As for my brother, he gets a kick out of insulting gay people. He has like, seven gay friends, but he still likes to call people faggots and make gay sex jokes and all that.

I don't want to give those three the satisfaction of knowing I suck dick.

Are....you sure you live in Texas? Or are you from some other dimension where things are opposite of what they are here?

Also brothers are just like that I think. My brother says everything's gay all the time. Kinda freaks out if I touch him too.
 
I never want to come out to my family (aside from my sisters, maybe). My brother's a fucking shithead that wouldn't take it seriously, but that's not the problem. It's my fucking parents.

I love how after reading that, some of you are going to make the connection that I live in the south and have Catholic parents, so they must clearly hate gays and shove religion down my throat and drink and beat me and have this idea that they're the best parents in the world while I suffer just like, what, 60% of Americans (I dunno, maybe a little higher)?

No, it's quite the opposite. My parents wouldn't mind if I was gay. That's not a problem but, well, they always kind of forced it, and it was embarrassing as shit growing up.

See, I have an uncle who is gay, and it completely ruined the relationship between him and my grandfather. I guess that must have turned a few screws loose in mom or something because ever since I was a kid (like, 4), the both of them have been encouraging me to be gay. Sadly, it worked. When I was younger and did that whole gender segregation thing in school with the rest of my friends the way every American kid inevitably does, they told me it was okay and that I could just get married to my friend. When I was older and my sisters would leave their toys in my room, my parents would ask me if I liked girls toys and straight up asked me if I was gay (I was 7). When I was in high school, my parents didn't want to know if I had a girlfriend, they wanted to know if me or my brother had a boyfriend. Meanwhile, one of my uncles, a homophobic kiss ass rich boy who likes taking family members for a ride, would always try to reinforce that it was very important that I have a girlfriend by age 5. Now you guys can see why I don't date (or didn't date much in my youth). I know their hearts are in the right place and just don't want to see me hate them because of something as trivial as that, but they're not doing a very good job of sending that message.

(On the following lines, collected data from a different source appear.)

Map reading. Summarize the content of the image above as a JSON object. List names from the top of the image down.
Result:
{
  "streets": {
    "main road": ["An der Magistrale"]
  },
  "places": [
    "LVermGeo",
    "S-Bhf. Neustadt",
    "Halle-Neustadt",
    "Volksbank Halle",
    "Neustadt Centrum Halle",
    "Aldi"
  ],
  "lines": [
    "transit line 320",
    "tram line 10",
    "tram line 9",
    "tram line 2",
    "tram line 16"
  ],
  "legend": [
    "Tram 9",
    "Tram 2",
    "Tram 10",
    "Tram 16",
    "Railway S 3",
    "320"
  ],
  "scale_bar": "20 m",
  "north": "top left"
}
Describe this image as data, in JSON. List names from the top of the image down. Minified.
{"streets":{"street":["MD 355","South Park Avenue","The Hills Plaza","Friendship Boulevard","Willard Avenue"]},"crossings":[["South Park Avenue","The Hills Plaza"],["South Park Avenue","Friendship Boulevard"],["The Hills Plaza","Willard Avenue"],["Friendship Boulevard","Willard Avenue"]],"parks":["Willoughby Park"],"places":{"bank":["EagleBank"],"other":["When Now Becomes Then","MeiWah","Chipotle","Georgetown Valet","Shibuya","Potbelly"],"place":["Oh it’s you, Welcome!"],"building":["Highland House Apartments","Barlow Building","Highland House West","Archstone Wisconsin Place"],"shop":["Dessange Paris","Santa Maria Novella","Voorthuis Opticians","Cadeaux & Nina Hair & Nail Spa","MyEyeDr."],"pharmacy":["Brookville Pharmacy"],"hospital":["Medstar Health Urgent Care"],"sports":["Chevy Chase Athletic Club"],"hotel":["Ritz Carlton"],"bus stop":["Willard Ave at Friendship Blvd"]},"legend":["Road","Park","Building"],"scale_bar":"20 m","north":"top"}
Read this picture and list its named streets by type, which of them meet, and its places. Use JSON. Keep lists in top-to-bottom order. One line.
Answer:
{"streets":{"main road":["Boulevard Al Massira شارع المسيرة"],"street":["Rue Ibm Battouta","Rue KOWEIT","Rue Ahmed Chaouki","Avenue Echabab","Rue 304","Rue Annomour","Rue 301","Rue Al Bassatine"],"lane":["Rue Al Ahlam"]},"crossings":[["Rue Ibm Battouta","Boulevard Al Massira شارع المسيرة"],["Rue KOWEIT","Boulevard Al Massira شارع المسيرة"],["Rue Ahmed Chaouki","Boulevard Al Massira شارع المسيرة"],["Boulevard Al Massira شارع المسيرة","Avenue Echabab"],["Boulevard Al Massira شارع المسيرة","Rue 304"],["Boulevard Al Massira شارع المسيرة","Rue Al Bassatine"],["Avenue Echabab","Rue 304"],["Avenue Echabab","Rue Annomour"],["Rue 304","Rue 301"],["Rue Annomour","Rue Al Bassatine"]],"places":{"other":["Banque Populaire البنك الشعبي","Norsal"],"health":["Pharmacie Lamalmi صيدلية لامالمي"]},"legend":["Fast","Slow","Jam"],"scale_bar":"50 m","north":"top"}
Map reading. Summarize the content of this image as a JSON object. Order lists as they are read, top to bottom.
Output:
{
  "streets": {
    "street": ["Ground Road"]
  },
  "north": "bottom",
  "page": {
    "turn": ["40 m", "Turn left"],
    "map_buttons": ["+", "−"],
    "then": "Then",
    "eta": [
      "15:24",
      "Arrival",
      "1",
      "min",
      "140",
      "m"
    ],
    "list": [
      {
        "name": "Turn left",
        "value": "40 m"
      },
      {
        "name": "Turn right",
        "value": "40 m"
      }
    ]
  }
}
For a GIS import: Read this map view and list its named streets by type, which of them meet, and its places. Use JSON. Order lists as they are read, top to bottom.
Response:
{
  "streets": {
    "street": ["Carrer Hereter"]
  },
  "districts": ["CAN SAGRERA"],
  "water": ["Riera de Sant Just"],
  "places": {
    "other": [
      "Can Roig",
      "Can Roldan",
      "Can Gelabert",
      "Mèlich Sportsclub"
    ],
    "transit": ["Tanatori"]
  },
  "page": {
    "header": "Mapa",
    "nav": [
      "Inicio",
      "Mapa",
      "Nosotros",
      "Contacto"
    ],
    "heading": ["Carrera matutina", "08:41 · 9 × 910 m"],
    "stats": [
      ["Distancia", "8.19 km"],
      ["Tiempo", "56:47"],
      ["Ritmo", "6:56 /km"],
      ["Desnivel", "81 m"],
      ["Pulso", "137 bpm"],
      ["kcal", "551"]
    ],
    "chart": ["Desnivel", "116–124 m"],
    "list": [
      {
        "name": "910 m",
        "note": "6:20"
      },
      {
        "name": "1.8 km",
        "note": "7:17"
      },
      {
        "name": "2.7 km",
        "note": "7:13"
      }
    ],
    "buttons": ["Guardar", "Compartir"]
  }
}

As for my brother, he gets a kick out of insulting gay people. He has like, seven gay friends, but he still likes to call people faggots and make gay sex jokes and all that.

I don't want to give those three the satisfaction of knowing I suck dick.

This is probably the oddest post in this entire thread.

I wouldn't even know how to react in this situation.
 

Jabberwocky

bitch where
I have come out to my friends as pansexual and they supported me all the way.
I can never tell my family. The only person from my family that knows is my grandmother, and she lives down in Mexico. She accepted me for whom I was and didn't change her view on me.
My mother...is a hardcore Christian. I won't share what sect seeing it's embarrassing, but she has this hatred for homosexuality she even said it was a plague. I once dropped the bomb and IMPLIED I was bisexual (at the time I didn't know I was pan) and it was the worst thing I could have ever done. Lucky for me I fell for a guy that next school year, so it was a huge help in masking the fact that I like females too.
My mother is so hateful and here is a prime example, we went to the movies for her birthday and she chose the movie because it was a Mexican film. Late into the movie she was shocked by a lesbian couple coming into the plot, and she made horrid comments like "disgusting. pigs. filthy" and I had to be very harsh and told her off and it worked like a charm. Didn't bring it up again. It was a little victory for me.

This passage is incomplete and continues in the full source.